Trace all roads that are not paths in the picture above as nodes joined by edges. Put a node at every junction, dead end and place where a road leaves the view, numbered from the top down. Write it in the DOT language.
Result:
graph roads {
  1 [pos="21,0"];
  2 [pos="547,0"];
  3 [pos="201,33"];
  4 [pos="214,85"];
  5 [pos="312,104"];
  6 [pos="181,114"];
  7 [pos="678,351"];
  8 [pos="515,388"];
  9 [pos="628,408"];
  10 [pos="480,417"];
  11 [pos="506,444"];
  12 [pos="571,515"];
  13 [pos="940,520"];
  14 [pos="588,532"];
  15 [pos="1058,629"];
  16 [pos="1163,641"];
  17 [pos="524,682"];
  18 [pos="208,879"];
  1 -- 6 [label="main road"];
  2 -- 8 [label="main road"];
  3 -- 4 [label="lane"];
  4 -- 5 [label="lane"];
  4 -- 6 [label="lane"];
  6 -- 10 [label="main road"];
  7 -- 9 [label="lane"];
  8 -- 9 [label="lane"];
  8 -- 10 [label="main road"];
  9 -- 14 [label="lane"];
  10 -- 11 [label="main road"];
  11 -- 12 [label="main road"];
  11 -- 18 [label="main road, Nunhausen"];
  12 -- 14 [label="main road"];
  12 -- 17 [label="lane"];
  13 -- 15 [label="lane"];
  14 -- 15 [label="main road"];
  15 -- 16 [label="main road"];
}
• • • • •
Copy out each record above exactly, leaving nothing out.

:: Response for this exercise ::
Trace all roads that are not paths in the picture above as nodes joined by edges. Put a node at every junction, dead end and place where a road leaves the view, numbered from the top down. Write it in the DOT language.
Result:
graph roads {
  1 [pos="21,0"];
  2 [pos="547,0"];
  3 [pos="201,33"];
  4 [pos="214,85"];
  5 [pos="312,104"];
  6 [pos="181,114"];
  7 [pos="678,351"];
  8 [pos="515,388"];
  9 [pos="628,408"];
  10 [pos="480,417"];
  11 [pos="506,444"];
  12 [pos="571,515"];
  13 [pos="940,520"];
  14 [pos="588,532"];
  15 [pos="1058,629"];
  16 [pos="1163,641"];
  17 [pos="524,682"];
  18 [pos="208,879"];
  1 -- 6 [label="main road"];
  2 -- 8 [label="main road"];
  3 -- 4 [label="lane"];
  4 -- 5 [label="lane"];
  4 -- 6 [label="lane"];
  6 -- 10 [label="main road"];
  7 -- 9 [label="lane"];
  8 -- 9 [label="lane"];
  8 -- 10 [label="main road"];
  9 -- 14 [label="lane"];
  10 -- 11 [label="main road"];
  11 -- 12 [label="main road"];
  11 -- 18 [label="main road, Nunhausen"];
  12 -- 14 [label="main road"];
  12 -- 17 [label="lane"];
  13 -- 15 [label="lane"];
  14 -- 15 [label="main road"];
  15 -- 16 [label="main road"];
}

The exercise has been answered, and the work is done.